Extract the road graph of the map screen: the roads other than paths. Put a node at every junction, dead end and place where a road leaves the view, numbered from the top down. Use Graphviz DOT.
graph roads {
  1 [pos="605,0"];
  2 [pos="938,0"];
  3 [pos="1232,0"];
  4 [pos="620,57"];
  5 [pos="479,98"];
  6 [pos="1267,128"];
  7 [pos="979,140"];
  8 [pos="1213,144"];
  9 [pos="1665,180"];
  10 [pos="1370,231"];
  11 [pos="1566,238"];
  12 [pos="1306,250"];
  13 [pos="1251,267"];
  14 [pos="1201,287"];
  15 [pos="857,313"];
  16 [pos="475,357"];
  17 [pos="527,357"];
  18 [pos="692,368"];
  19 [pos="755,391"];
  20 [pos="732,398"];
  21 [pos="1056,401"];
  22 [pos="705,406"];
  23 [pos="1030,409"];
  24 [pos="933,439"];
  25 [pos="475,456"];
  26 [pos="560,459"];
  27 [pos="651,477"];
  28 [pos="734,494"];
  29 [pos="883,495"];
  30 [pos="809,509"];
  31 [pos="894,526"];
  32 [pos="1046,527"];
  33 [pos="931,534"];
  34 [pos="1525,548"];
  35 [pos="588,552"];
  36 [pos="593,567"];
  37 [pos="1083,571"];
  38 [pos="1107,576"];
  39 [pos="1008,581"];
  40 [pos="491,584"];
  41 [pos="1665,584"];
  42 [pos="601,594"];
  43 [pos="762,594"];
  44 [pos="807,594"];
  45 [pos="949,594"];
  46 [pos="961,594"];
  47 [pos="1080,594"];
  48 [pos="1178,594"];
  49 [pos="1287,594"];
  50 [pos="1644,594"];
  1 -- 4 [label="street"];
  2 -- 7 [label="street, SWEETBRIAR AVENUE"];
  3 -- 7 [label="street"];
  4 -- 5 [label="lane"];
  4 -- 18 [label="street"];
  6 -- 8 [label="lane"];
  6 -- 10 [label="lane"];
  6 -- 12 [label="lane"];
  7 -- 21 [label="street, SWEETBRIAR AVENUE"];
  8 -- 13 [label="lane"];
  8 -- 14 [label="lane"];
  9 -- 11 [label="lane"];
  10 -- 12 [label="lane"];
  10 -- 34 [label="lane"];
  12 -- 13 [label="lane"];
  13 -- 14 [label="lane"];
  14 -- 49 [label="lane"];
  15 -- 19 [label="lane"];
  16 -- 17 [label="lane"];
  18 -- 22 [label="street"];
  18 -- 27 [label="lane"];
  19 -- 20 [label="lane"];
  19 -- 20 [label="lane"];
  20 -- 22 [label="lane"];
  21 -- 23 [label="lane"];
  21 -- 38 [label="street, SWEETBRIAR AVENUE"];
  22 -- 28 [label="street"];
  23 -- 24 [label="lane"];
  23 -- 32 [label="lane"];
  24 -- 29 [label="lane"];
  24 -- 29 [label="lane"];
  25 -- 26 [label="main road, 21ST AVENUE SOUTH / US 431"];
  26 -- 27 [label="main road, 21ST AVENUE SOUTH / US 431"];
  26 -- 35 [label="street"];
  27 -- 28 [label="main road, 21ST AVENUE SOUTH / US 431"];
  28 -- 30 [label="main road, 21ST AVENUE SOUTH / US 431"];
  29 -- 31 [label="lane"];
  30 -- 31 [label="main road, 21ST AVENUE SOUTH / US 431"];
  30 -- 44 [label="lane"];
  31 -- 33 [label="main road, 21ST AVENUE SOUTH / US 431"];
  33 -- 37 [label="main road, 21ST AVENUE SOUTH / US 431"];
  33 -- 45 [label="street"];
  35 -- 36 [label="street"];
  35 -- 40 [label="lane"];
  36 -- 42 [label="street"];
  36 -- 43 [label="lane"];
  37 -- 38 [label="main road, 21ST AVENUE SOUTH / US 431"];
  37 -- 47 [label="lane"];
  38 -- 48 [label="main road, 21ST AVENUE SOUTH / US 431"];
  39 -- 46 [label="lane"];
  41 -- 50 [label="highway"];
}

.....

# About this exercise
Could you reproduce all the records exactly?

# Answer space
Extract the road graph of the map screen: the roads other than paths. Put a node at every junction, dead end and place where a road leaves the view, numbered from the top down. Use Graphviz DOT.
graph roads {
  1 [pos="605,0"];
  2 [pos="938,0"];
  3 [pos="1232,0"];
  4 [pos="620,57"];
  5 [pos="479,98"];
  6 [pos="1267,128"];
  7 [pos="979,140"];
  8 [pos="1213,144"];
  9 [pos="1665,180"];
  10 [pos="1370,231"];
  11 [pos="1566,238"];
  12 [pos="1306,250"];
  13 [pos="1251,267"];
  14 [pos="1201,287"];
  15 [pos="857,313"];
  16 [pos="475,357"];
  17 [pos="527,357"];
  18 [pos="692,368"];
  19 [pos="755,391"];
  20 [pos="732,398"];
  21 [pos="1056,401"];
  22 [pos="705,406"];
  23 [pos="1030,409"];
  24 [pos="933,439"];
  25 [pos="475,456"];
  26 [pos="560,459"];
  27 [pos="651,477"];
  28 [pos="734,494"];
  29 [pos="883,495"];
  30 [pos="809,509"];
  31 [pos="894,526"];
  32 [pos="1046,527"];
  33 [pos="931,534"];
  34 [pos="1525,548"];
  35 [pos="588,552"];
  36 [pos="593,567"];
  37 [pos="1083,571"];
  38 [pos="1107,576"];
  39 [pos="1008,581"];
  40 [pos="491,584"];
  41 [pos="1665,584"];
  42 [pos="601,594"];
  43 [pos="762,594"];
  44 [pos="807,594"];
  45 [pos="949,594"];
  46 [pos="961,594"];
  47 [pos="1080,594"];
  48 [pos="1178,594"];
  49 [pos="1287,594"];
  50 [pos="1644,594"];
  1 -- 4 [label="street"];
  2 -- 7 [label="street, SWEETBRIAR AVENUE"];
  3 -- 7 [label="street"];
  4 -- 5 [label="lane"];
  4 -- 18 [label="street"];
  6 -- 8 [label="lane"];
  6 -- 10 [label="lane"];
  6 -- 12 [label="lane"];
  7 -- 21 [label="street, SWEETBRIAR AVENUE"];
  8 -- 13 [label="lane"];
  8 -- 14 [label="lane"];
  9 -- 11 [label="lane"];
  10 -- 12 [label="lane"];
  10 -- 34 [label="lane"];
  12 -- 13 [label="lane"];
  13 -- 14 [label="lane"];
  14 -- 49 [label="lane"];
  15 -- 19 [label="lane"];
  16 -- 17 [label="lane"];
  18 -- 22 [label="street"];
  18 -- 27 [label="lane"];
  19 -- 20 [label="lane"];
  19 -- 20 [label="lane"];
  20 -- 22 [label="lane"];
  21 -- 23 [label="lane"];
  21 -- 38 [label="street, SWEETBRIAR AVENUE"];
  22 -- 28 [label="street"];
  23 -- 24 [label="lane"];
  23 -- 32 [label="lane"];
  24 -- 29 [label="lane"];
  24 -- 29 [label="lane"];
  25 -- 26 [label="main road, 21ST AVENUE SOUTH / US 431"];
  26 -- 27 [label="main road, 21ST AVENUE SOUTH / US 431"];
  26 -- 35 [label="street"];
  27 -- 28 [label="main road, 21ST AVENUE SOUTH / US 431"];
  28 -- 30 [label="main road, 21ST AVENUE SOUTH / US 431"];
  29 -- 31 [label="lane"];
  30 -- 31 [label="main road, 21ST AVENUE SOUTH / US 431"];
  30 -- 44 [label="lane"];
  31 -- 33 [label="main road, 21ST AVENUE SOUTH / US 431"];
  33 -- 37 [label="main road, 21ST AVENUE SOUTH / US 431"];
  33 -- 45 [label="street"];
  35 -- 36 [label="street"];
  35 -- 40 [label="lane"];
  36 -- 42 [label="street"];
  36 -- 43 [label="lane"];
  37 -- 38 [label="main road, 21ST AVENUE SOUTH / US 431"];
  37 -- 47 [label="lane"];
  38 -- 48 [label="main road, 21ST AVENUE SOUTH / US 431"];
  39 -- 46 [label="lane"];
  41 -- 50 [label="highway"];
}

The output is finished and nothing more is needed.